Activity:
Write out the entries exactly, leaving out every picture.

[Stored data entries]
- Opening Delimiter -

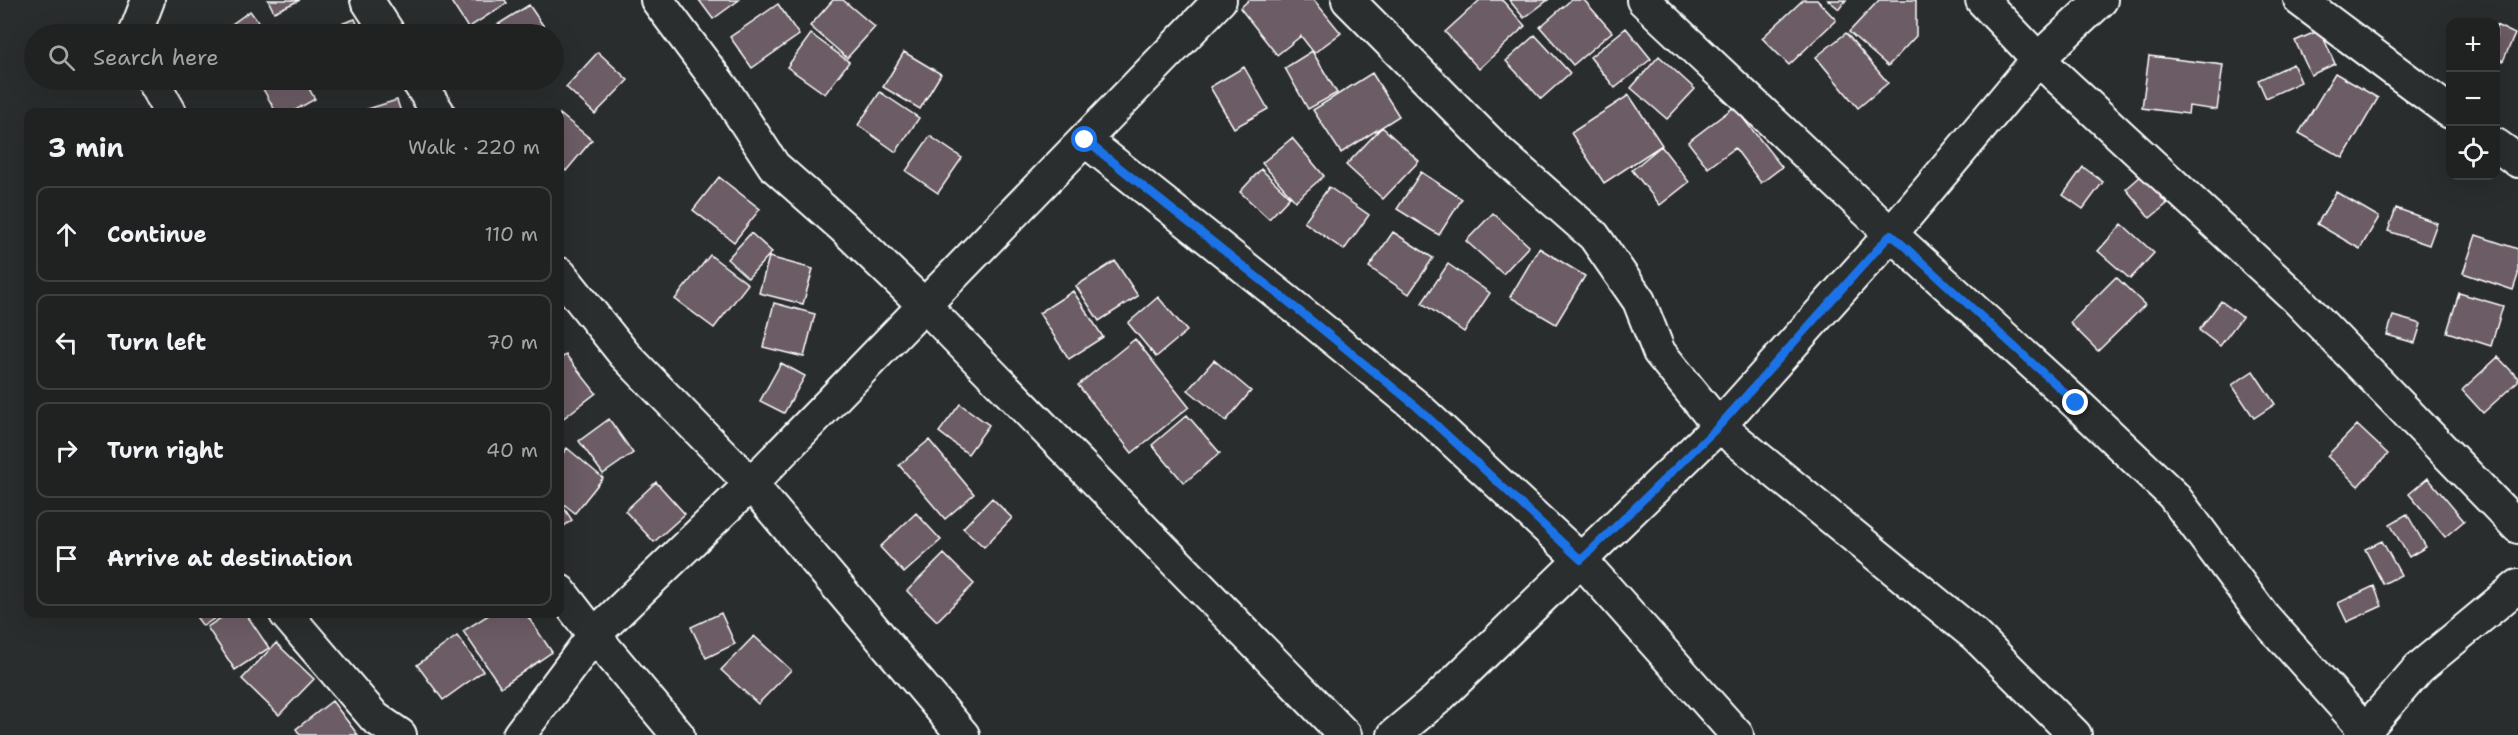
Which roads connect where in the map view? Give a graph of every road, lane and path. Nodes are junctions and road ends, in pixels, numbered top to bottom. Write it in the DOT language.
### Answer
graph roads {
  1 [pos="148,0"];
  2 [pos="367,0"];
  3 [pos="657,0"];
  4 [pos="1220,0"];
  5 [pos="1348,0"];
  6 [pos="1643,0"];
  7 [pos="1982,0"];
  8 [pos="2101,0"];
  9 [pos="2300,0"];
  10 [pos="139,24"];
  11 [pos="383,24"];
  12 [pos="2038,59"];
  13 [pos="158,90"];
  14 [pos="424,90"];
  15 [pos="168,108"];
  16 [pos="435,108"];
  17 [pos="2446,108"];
  18 [pos="1085,140"];
  19 [pos="2500,148"];
  20 [pos="2518,161"];
  21 [pos="1891,234"];
  22 [pos="564,279"];
  23 [pos="924,306"];
  24 [pos="1719,426"];
  25 [pos="751,484"];
  26 [pos="2518,526"];
  27 [pos="1581,560"];
  28 [pos="2518,586"];
  29 [pos="564,596"];
  30 [pos="289,618"];
  31 [pos="594,635"];
  32 [pos="2363,733"];
  33 [pos="400,735"];
  34 [pos="519,735"];
  35 [pos="678,735"];
  36 [pos="963,735"];
  37 [pos="1345,735"];
  38 [pos="1394,735"];
  39 [pos="1737,735"];
  40 [pos="2075,735"];
  1 -- 10 [label="street"];
  2 -- 11 [label="street"];
  3 -- 23 [label="street"];
  4 -- 18 [label="street"];
  5 -- 24 [label="street"];
  6 -- 21 [label="street"];
  7 -- 12 [label="street"];
  8 -- 12 [label="street"];
  9 -- 17 [label="street"];
  12 -- 21 [label="street"];
  12 -- 26 [label="street"];
  13 -- 15 [label="street"];
  14 -- 16 [label="street"];
  18 -- 23 [label="street"];
  18 -- 27 [label="street"];
  19 -- 20 [label="street"];
  21 -- 24 [label="street"];
  21 -- 32 [label="street"];
  22 -- 25 [label="street"];
  23 -- 25 [label="street"];
  23 -- 37 [label="street"];
  24 -- 27 [label="street"];
  24 -- 40 [label="street"];
  25 -- 31 [label="street"];
  25 -- 36 [label="street"];
  27 -- 38 [label="street"];
  27 -- 39 [label="street"];
  28 -- 32 [label="street"];
  29 -- 31 [label="street"];
  30 -- 33 [label="street"];
  31 -- 34 [label="street"];
  31 -- 35 [label="street"];
}
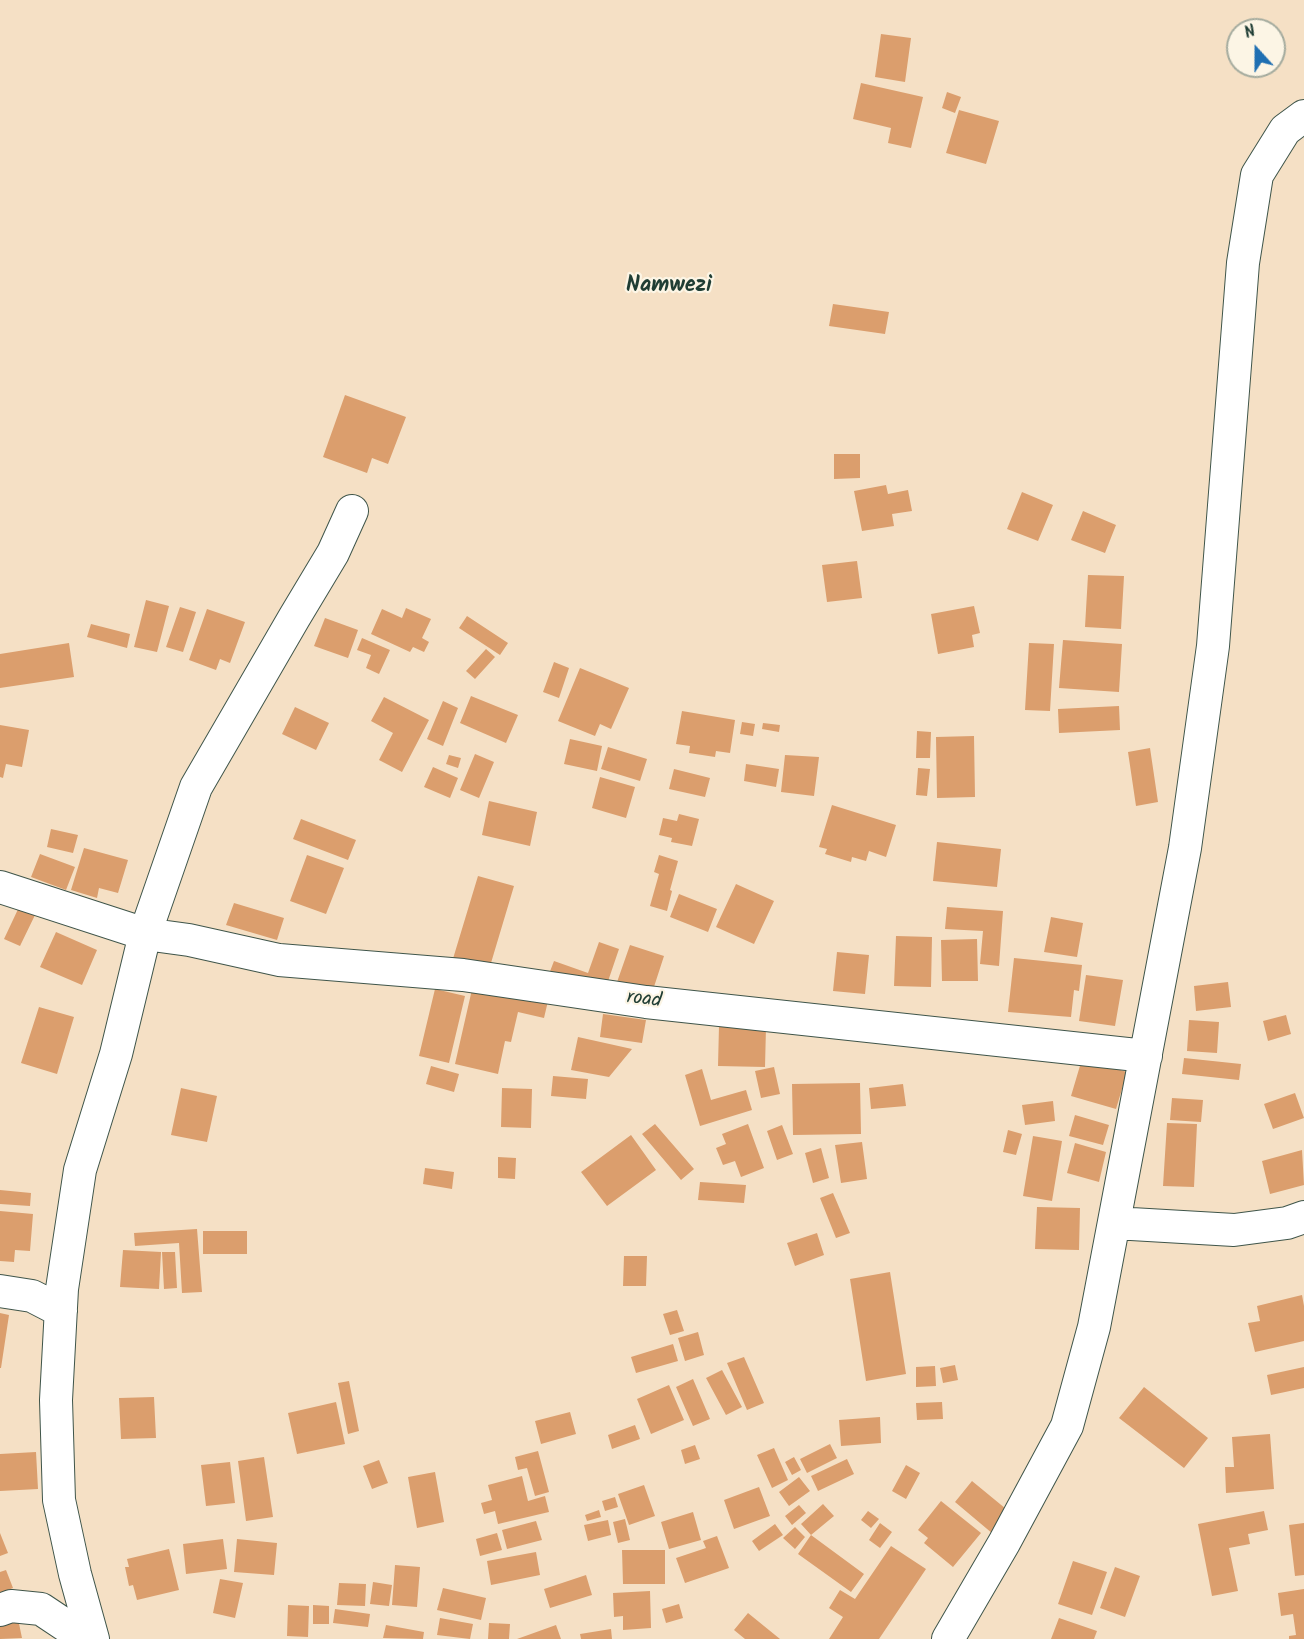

- Closing Delimiter -

Answer to this exercise:
Which roads connect where in the map view? Give a graph of every road, lane and path. Nodes are junctions and road ends, in pixels, numbered top to bottom. Write it in the DOT language.
### Answer
graph roads {
  1 [pos="148,0"];
  2 [pos="367,0"];
  3 [pos="657,0"];
  4 [pos="1220,0"];
  5 [pos="1348,0"];
  6 [pos="1643,0"];
  7 [pos="1982,0"];
  8 [pos="2101,0"];
  9 [pos="2300,0"];
  10 [pos="139,24"];
  11 [pos="383,24"];
  12 [pos="2038,59"];
  13 [pos="158,90"];
  14 [pos="424,90"];
  15 [pos="168,108"];
  16 [pos="435,108"];
  17 [pos="2446,108"];
  18 [pos="1085,140"];
  19 [pos="2500,148"];
  20 [pos="2518,161"];
  21 [pos="1891,234"];
  22 [pos="564,279"];
  23 [pos="924,306"];
  24 [pos="1719,426"];
  25 [pos="751,484"];
  26 [pos="2518,526"];
  27 [pos="1581,560"];
  28 [pos="2518,586"];
  29 [pos="564,596"];
  30 [pos="289,618"];
  31 [pos="594,635"];
  32 [pos="2363,733"];
  33 [pos="400,735"];
  34 [pos="519,735"];
  35 [pos="678,735"];
  36 [pos="963,735"];
  37 [pos="1345,735"];
  38 [pos="1394,735"];
  39 [pos="1737,735"];
  40 [pos="2075,735"];
  1 -- 10 [label="street"];
  2 -- 11 [label="street"];
  3 -- 23 [label="street"];
  4 -- 18 [label="street"];
  5 -- 24 [label="street"];
  6 -- 21 [label="street"];
  7 -- 12 [label="street"];
  8 -- 12 [label="street"];
  9 -- 17 [label="street"];
  12 -- 21 [label="street"];
  12 -- 26 [label="street"];
  13 -- 15 [label="street"];
  14 -- 16 [label="street"];
  18 -- 23 [label="street"];
  18 -- 27 [label="street"];
  19 -- 20 [label="street"];
  21 -- 24 [label="street"];
  21 -- 32 [label="street"];
  22 -- 25 [label="street"];
  23 -- 25 [label="street"];
  23 -- 37 [label="street"];
  24 -- 27 [label="street"];
  24 -- 40 [label="street"];
  25 -- 31 [label="street"];
  25 -- 36 [label="street"];
  27 -- 38 [label="street"];
  27 -- 39 [label="street"];
  28 -- 32 [label="street"];
  29 -- 31 [label="street"];
  30 -- 33 [label="street"];
  31 -- 34 [label="street"];
  31 -- 35 [label="street"];
}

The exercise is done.